# Problem to solve:
Word for word, restate all the records; images are not part of the copy.

# Given records:

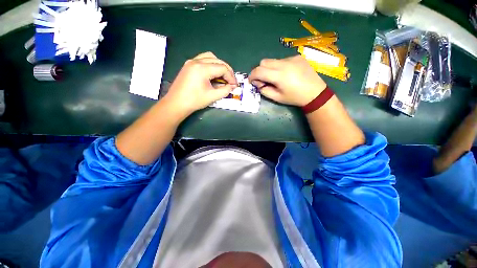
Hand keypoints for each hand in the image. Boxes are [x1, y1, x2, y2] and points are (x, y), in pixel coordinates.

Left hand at [163, 52, 237, 117]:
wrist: (176, 104)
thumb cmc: (194, 101)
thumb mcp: (212, 96)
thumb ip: (225, 90)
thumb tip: (232, 86)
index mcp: (202, 68)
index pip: (222, 68)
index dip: (231, 76)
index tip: (235, 85)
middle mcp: (196, 61)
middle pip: (217, 60)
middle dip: (227, 70)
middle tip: (231, 81)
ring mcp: (191, 62)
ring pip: (210, 57)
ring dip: (219, 65)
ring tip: (223, 76)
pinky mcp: (189, 65)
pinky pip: (203, 59)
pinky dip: (211, 65)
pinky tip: (213, 74)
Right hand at [248, 55, 326, 106]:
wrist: (315, 93)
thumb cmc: (294, 98)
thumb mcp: (277, 98)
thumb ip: (264, 90)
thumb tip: (257, 83)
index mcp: (279, 76)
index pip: (259, 70)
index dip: (252, 75)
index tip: (251, 81)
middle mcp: (285, 63)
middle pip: (264, 62)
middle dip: (259, 70)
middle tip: (262, 80)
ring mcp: (292, 58)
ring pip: (273, 60)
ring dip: (269, 69)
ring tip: (276, 78)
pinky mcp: (297, 56)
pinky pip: (282, 60)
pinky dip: (279, 67)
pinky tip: (286, 74)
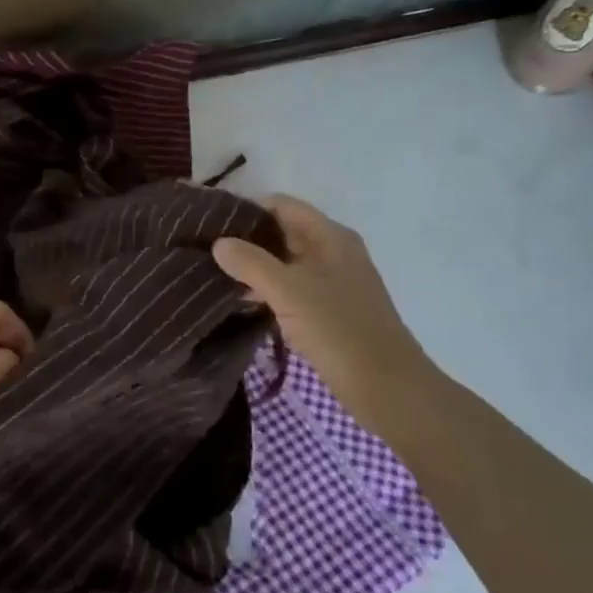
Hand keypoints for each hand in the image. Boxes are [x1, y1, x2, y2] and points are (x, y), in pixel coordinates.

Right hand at [212, 194, 428, 400]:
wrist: (387, 387)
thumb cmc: (339, 330)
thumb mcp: (288, 292)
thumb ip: (251, 263)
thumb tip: (219, 243)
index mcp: (330, 236)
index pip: (282, 205)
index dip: (247, 209)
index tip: (211, 222)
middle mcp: (334, 252)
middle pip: (284, 232)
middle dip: (247, 239)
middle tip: (206, 249)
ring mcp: (334, 282)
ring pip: (286, 262)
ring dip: (255, 267)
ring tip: (215, 275)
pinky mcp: (331, 310)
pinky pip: (293, 288)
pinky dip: (269, 290)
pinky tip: (242, 301)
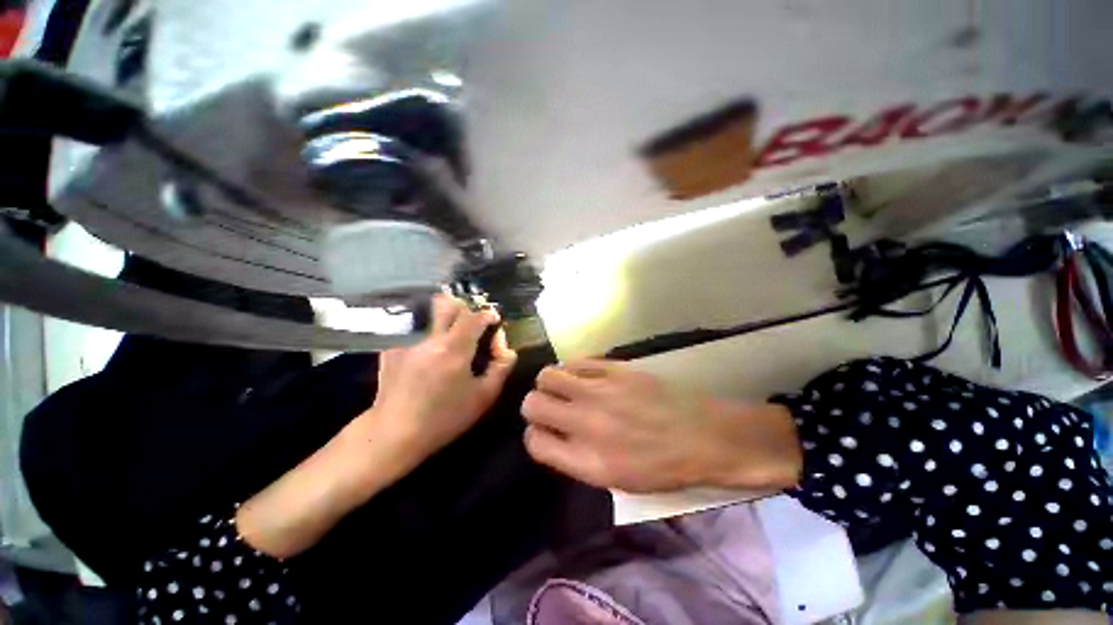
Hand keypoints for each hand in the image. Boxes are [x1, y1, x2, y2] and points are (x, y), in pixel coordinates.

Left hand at [367, 294, 516, 464]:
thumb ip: (501, 368)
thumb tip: (507, 350)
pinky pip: (415, 339)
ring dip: (445, 327)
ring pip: (432, 322)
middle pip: (447, 306)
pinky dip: (426, 346)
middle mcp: (430, 339)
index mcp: (454, 348)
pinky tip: (425, 366)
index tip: (494, 321)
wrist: (392, 435)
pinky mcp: (391, 353)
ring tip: (449, 349)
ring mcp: (407, 344)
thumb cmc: (444, 418)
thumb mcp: (484, 397)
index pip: (474, 316)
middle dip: (464, 308)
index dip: (487, 314)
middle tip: (471, 324)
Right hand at [521, 360, 801, 492]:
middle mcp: (586, 423)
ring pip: (548, 376)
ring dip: (549, 383)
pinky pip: (576, 362)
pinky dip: (572, 369)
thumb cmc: (664, 467)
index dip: (535, 435)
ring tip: (563, 388)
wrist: (704, 435)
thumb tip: (553, 435)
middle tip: (550, 407)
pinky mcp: (614, 368)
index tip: (544, 432)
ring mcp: (599, 390)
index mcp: (587, 460)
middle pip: (533, 405)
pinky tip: (584, 376)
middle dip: (535, 407)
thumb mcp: (616, 480)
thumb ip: (576, 459)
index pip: (535, 442)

# Answer:
Hand keypoints for each hand in the image. Boxes are [x1, y1, x2, y2] and points are (x, y), in pixel coordinates.

Left hand at [163, 52, 237, 117]:
wrist: (176, 104)
thumb cmc: (194, 101)
thumb mcp: (212, 96)
thumb ip: (225, 90)
thumb tip: (232, 86)
index mcp: (202, 68)
index pip: (222, 68)
index dip: (231, 76)
index tip: (235, 85)
middle mcp: (196, 61)
middle pip: (217, 60)
middle dip: (227, 70)
middle tip: (231, 81)
ring mcp: (191, 62)
ring pip: (210, 57)
ring dip: (219, 65)
ring tip: (223, 76)
pinky mcp: (189, 65)
pinky pip: (203, 59)
pinky dip: (211, 65)
pinky tip: (213, 74)
Right hand at [248, 55, 326, 106]:
wrist: (315, 93)
thumb cmc: (294, 98)
thumb mcp: (277, 98)
thumb ip: (264, 90)
thumb tip: (257, 83)
index mcp: (279, 76)
index pip: (259, 70)
index dip: (252, 75)
index tip: (251, 81)
middle mcp: (285, 63)
middle pip: (264, 62)
middle dip: (259, 70)
middle tip: (262, 80)
ring mcp: (292, 58)
ring pip: (273, 60)
ring dip: (269, 69)
ring tip: (276, 78)
pinky mcp: (297, 56)
pinky pip: (282, 60)
pinky dip: (279, 67)
pinky tip: (286, 74)
Hand keypoints for each hand in the image. Boxes are [x1, y1, x2, y2] and points are (x, y), in pixel coordinates.

Right hand at [212, 194, 428, 400]:
wrist: (387, 387)
thumb cmc: (339, 330)
thumb mcp: (288, 292)
thumb ip: (251, 263)
thumb tip: (219, 243)
index mcp: (330, 236)
index pip: (282, 205)
index dip: (247, 209)
index tip: (211, 222)
middle mcp: (334, 252)
middle pip: (284, 232)
middle dip: (247, 239)
middle tip: (206, 249)
ring mcp: (334, 282)
ring pip: (286, 262)
ring dip: (255, 267)
ring tip: (215, 275)
pinky mcp: (331, 310)
pinky pip: (293, 288)
pinky dip: (269, 290)
pinky tip: (242, 301)
Hand keypoints for each hand in the image. Boxes are [x1, y1, x2, y2] and points are (x, y), in pixel coordinates.

Left hand at [367, 294, 516, 464]:
thumb ip: (501, 368)
thumb tip: (507, 350)
pinky pip: (415, 339)
ring dip: (445, 327)
ring pip: (432, 322)
middle pip: (447, 306)
pinky dip: (426, 346)
middle mcp: (430, 339)
index mcp: (454, 348)
pinky tip: (425, 366)
index tip: (494, 321)
wrist: (392, 435)
pinky mcp: (391, 353)
ring tip: (449, 349)
ring mcp: (407, 344)
thumb cmc: (444, 418)
thumb mcp: (484, 397)
index pip: (474, 316)
middle dip: (464, 308)
index dip: (487, 314)
middle tip: (471, 324)
Right hand at [521, 360, 801, 492]:
middle mcp: (586, 423)
ring pip: (548, 376)
ring dip: (549, 383)
pinky pip: (576, 362)
pinky dip: (572, 369)
thumb cmc: (664, 467)
index dip: (535, 435)
ring tip: (563, 388)
wrist: (704, 435)
thumb tip: (553, 435)
middle tip: (550, 407)
pinky mcp: (614, 368)
index tip: (544, 432)
ring mcp: (599, 390)
index mcp: (587, 460)
middle pip: (533, 405)
pinky tip: (584, 376)
middle dip: (535, 407)
thumb mcp: (616, 480)
thumb ip: (576, 459)
index pip: (535, 442)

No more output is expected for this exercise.